The simulated chiral SFG response of water from the first hydration shell (Fig. 1a) strongly depends on the number of netropsin molecules bound to the dsDNA. Binding one netropsin reduces the signal intensities by roughly one third. Binding two netropsins almost abolishes the signals. To search for the origins of these spectral changes, we dissect these responses from the first hydration shell into the responses from water molecules hydrating the minor groove (Fig. 1b), the major groove (Fig. 1c), and the backbone (Fig. 1d). Fig. 1b shows that the signals from the minor groove reduce with the number of netropsin molecules. However, Fig. 1c and d show that the signals from the major groove and backbone do not change with netropsin binding. These results suggest that the changes in the overall chiral SFG signal of water in the first hydration shell (Fig. 1a) originate exclusively from the changes in hydration of the minor groove. These simulated results predict that netropsin binding displaces water molecules in the minor groove and thereby reduces the chiral SFG signals of water.

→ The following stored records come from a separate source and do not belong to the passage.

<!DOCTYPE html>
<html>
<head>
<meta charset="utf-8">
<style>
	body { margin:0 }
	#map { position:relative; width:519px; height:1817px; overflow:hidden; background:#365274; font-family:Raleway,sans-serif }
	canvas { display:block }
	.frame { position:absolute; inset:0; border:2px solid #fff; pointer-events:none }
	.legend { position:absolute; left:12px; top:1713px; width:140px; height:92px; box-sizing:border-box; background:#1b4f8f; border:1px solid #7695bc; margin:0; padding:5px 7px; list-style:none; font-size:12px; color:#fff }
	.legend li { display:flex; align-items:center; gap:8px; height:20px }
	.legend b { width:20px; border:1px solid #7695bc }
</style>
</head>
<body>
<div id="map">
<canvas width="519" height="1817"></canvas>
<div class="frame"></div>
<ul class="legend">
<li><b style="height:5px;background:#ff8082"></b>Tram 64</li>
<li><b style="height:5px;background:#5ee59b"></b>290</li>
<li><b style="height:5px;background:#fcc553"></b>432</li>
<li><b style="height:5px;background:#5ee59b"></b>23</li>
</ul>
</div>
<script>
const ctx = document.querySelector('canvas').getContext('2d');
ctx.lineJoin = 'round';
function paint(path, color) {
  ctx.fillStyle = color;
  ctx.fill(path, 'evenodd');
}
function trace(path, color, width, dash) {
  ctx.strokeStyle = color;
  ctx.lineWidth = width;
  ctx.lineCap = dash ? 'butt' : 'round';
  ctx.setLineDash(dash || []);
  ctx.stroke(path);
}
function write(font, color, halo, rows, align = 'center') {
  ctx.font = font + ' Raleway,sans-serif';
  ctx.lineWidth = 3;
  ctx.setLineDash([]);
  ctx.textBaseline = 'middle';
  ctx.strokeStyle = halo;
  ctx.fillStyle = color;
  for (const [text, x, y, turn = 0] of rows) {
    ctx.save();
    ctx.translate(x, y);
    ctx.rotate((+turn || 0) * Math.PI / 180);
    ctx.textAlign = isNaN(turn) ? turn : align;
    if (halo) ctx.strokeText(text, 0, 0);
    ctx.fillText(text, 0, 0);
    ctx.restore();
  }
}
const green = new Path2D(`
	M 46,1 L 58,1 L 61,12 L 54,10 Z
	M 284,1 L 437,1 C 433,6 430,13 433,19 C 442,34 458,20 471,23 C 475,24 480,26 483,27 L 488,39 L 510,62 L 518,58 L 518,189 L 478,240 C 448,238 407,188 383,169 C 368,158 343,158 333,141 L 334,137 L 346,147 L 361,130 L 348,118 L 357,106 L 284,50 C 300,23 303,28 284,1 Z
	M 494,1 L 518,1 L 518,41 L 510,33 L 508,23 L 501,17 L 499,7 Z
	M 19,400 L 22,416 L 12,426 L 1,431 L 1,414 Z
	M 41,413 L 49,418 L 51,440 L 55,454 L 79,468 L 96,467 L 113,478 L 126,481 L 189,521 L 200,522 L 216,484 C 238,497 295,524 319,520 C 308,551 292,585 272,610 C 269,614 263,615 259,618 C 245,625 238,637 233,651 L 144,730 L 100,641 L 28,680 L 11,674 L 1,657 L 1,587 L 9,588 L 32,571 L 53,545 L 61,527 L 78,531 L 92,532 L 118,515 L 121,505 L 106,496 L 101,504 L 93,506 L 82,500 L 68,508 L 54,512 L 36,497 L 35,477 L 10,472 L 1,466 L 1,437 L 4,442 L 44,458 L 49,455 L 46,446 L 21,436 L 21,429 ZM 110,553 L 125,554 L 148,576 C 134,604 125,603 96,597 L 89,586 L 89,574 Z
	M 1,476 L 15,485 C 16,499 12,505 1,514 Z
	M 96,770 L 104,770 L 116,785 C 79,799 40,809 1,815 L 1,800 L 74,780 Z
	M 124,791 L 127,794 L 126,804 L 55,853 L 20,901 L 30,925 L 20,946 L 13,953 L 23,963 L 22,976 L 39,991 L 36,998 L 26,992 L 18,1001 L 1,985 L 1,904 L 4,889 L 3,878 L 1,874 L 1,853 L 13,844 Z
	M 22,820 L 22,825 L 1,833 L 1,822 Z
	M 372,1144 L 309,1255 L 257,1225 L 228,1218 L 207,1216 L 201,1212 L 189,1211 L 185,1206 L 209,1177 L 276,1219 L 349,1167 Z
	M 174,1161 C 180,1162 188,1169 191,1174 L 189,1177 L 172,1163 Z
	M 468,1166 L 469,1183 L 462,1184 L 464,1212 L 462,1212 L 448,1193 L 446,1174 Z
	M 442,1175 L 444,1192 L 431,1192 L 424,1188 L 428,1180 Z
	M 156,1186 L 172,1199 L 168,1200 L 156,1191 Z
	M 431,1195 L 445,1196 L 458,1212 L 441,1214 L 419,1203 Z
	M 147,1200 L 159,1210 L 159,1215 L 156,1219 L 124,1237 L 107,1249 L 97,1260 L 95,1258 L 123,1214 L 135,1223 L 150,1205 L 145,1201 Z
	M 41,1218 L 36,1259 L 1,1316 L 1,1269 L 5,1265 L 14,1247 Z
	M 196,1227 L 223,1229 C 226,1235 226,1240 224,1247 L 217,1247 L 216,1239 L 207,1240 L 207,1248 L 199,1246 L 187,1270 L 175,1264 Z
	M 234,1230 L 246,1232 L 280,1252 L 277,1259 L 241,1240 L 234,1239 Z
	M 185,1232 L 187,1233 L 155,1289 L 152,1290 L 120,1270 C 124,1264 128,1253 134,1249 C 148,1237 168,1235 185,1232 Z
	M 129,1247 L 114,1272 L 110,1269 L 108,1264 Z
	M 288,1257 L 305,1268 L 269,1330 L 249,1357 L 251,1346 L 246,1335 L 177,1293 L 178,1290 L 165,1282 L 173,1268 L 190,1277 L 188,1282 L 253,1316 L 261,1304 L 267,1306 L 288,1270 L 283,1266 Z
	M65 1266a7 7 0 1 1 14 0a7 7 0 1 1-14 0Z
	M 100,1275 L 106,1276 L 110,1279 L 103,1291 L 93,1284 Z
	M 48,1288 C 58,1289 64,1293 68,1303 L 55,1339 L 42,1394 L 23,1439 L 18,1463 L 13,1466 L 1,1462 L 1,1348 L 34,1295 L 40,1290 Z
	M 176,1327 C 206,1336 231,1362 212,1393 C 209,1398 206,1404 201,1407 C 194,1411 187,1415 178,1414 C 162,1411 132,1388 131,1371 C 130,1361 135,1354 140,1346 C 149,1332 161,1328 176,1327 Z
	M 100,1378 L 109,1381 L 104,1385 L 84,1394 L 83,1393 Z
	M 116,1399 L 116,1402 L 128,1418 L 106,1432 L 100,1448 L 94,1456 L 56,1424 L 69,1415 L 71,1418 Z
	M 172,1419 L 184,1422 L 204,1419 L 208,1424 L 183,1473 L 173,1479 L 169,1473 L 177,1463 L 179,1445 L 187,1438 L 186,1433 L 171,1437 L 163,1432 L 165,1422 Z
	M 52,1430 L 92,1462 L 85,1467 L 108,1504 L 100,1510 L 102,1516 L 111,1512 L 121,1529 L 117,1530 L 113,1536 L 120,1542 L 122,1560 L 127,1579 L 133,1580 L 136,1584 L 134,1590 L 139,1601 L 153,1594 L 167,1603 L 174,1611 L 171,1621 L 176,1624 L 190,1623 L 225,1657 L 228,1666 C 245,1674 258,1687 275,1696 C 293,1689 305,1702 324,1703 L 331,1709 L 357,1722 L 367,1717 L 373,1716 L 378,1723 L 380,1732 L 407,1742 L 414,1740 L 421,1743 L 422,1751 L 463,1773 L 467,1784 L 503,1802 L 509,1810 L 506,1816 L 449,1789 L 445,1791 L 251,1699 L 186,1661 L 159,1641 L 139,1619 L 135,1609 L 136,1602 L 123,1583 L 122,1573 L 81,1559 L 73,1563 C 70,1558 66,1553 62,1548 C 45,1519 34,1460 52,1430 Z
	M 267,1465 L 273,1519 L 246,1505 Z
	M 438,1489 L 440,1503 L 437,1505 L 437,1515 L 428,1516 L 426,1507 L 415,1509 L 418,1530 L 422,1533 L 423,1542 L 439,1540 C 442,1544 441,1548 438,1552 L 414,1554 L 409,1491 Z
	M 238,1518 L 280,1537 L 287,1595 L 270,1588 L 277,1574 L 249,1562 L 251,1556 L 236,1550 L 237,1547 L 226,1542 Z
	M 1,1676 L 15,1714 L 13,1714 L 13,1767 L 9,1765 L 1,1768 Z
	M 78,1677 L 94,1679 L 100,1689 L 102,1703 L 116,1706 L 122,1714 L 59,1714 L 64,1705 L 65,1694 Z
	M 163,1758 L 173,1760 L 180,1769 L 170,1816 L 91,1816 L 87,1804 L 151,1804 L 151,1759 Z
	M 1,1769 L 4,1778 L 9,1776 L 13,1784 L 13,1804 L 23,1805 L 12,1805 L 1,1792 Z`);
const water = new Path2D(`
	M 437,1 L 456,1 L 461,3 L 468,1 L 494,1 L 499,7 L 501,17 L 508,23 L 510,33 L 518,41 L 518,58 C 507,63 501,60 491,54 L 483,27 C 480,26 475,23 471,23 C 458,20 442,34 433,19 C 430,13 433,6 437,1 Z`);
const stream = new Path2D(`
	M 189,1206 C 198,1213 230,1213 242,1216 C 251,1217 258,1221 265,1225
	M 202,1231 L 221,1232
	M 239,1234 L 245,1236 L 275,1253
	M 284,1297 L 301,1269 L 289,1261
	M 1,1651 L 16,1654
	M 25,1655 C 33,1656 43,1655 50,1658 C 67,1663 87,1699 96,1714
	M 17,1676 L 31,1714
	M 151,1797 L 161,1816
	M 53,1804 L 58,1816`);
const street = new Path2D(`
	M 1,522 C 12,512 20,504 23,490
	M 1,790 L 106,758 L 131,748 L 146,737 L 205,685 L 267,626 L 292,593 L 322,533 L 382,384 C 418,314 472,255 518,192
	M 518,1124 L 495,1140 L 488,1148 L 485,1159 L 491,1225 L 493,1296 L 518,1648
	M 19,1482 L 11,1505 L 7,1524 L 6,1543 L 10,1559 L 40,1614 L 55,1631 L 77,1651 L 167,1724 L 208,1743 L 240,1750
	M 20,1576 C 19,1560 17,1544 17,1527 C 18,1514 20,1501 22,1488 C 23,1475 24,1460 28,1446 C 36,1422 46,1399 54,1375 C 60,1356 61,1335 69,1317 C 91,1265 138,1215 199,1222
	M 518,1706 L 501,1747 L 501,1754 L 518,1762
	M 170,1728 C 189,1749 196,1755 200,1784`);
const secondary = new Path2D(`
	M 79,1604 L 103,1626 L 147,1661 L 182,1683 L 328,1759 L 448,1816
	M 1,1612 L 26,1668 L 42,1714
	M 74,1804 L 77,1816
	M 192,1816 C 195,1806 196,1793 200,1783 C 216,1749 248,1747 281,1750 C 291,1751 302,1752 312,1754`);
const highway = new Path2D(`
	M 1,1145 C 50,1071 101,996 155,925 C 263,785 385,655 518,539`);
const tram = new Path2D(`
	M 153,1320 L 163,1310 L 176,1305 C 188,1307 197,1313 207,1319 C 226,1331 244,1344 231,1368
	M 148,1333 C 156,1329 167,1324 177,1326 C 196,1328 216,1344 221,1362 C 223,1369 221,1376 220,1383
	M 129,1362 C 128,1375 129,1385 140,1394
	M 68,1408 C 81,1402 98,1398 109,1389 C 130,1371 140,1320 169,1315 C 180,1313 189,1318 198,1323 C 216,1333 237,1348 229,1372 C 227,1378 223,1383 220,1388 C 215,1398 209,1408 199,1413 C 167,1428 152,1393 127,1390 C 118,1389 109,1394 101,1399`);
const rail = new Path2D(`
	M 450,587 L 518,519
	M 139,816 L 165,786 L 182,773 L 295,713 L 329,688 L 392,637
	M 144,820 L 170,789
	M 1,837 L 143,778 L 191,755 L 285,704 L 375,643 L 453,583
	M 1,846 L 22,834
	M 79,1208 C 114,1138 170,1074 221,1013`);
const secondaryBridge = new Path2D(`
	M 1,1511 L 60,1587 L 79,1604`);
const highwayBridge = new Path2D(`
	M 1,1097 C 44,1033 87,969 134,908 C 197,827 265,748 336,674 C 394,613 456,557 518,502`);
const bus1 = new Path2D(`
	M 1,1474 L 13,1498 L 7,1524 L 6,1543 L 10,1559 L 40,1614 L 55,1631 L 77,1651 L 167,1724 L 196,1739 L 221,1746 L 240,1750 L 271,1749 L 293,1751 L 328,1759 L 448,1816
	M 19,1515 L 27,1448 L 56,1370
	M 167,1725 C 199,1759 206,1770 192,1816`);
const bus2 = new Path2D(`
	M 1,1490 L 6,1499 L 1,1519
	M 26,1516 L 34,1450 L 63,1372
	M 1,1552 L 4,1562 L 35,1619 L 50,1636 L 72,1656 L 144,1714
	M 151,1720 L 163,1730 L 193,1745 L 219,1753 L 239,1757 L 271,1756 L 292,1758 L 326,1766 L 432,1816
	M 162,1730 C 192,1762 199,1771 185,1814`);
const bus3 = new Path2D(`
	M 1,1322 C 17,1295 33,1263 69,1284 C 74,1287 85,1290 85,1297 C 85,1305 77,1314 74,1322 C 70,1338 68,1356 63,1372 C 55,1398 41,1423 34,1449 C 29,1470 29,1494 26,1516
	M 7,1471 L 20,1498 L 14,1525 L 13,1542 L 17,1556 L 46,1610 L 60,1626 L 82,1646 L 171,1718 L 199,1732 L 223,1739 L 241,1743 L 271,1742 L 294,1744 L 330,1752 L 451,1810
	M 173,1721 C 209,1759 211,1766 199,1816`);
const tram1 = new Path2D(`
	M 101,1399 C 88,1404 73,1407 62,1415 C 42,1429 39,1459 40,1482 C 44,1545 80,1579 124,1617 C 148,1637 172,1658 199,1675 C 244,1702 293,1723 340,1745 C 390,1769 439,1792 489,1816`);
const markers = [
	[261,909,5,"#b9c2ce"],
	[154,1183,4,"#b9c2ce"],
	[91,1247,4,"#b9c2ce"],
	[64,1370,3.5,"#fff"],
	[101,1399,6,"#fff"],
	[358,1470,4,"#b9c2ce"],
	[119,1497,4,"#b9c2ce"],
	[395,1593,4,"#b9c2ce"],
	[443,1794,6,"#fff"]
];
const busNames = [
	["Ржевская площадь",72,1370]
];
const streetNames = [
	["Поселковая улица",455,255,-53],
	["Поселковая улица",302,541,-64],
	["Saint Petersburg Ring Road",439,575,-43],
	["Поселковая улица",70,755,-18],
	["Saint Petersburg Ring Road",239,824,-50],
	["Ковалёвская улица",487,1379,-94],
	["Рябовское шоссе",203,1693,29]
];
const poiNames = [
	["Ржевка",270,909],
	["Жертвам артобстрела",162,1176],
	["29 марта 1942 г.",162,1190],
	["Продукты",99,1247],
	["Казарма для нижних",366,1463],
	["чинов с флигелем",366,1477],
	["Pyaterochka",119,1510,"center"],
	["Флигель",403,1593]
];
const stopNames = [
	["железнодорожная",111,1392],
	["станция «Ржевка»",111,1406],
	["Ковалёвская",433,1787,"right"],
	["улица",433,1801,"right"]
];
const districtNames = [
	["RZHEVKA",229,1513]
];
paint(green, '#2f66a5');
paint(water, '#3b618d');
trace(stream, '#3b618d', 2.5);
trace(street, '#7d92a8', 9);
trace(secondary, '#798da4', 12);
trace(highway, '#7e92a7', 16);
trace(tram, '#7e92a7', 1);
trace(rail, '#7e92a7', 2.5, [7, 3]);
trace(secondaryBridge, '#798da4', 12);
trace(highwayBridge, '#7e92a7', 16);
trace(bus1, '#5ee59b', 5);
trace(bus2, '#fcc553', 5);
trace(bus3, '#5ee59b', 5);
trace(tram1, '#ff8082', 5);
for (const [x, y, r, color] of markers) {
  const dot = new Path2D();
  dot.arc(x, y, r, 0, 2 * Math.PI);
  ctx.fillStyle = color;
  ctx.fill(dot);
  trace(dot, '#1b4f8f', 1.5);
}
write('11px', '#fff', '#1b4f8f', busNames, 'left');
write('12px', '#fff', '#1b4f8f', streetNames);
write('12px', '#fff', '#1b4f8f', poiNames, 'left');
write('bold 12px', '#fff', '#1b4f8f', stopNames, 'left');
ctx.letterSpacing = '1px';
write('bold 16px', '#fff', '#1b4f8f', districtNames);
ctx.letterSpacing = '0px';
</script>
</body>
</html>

Guided by the computational results (Fig. 1), we obtained experimental phase-resolved chiral SFG spectra of the (dA)₁₂·(dT)₁₂ dsDNA at various molar ratios of netropsin to dsDNA, including 0 : 1, 1 : 1, 1.5 : 1, or 2 : 1 (Fig. 2). Fig. 2a presents the spectra (purple) and their spectral fits (black) (see Methods for spectral fitting procedures in ESI†) with residuals of the fits (orange, top). Based on our previous studies of the (dA)₁₂·(dT)₁₂ dsDNA hydrated in H₂O versus H₂¹⁸O,³⁶ the global fitting includes three peaks at ∼3209 cm⁻¹, ∼3347 cm⁻¹, and ∼3400 cm⁻¹ (Fig. 2b), which are assigned to NH stretches of the adenine NH₂ (Fig. 2b, black curves). At the netropsin-to-DNA molar ratios of 1.5 and 2, the residual analysis suggests an additional peak at ∼3510 cm⁻¹ (pink) to yield satisfactory fitting. We tentatively assign this peak to NH stretches of netropsin (Fig. 2b, pink curves), as guided by our DFT calculations (see Methods and data in the ESI†). We also identified in our previous studies of the (dA)₁₂·(dT)₁₂ dsDNA that chiral SFG signals of water contain two pairs of water OH stretches.³⁶ In each pair, one peak corresponds to the symmetric stretch (solid blue curves) and the other peak corresponds to the asymmetric stretch (solid red curves) (see Methods in ESI†).³⁶Fig. 2c shows that the first pair of water OH stretching peaks is centered at 3223 cm⁻¹, and the second pair is centered at 3503 cm⁻¹.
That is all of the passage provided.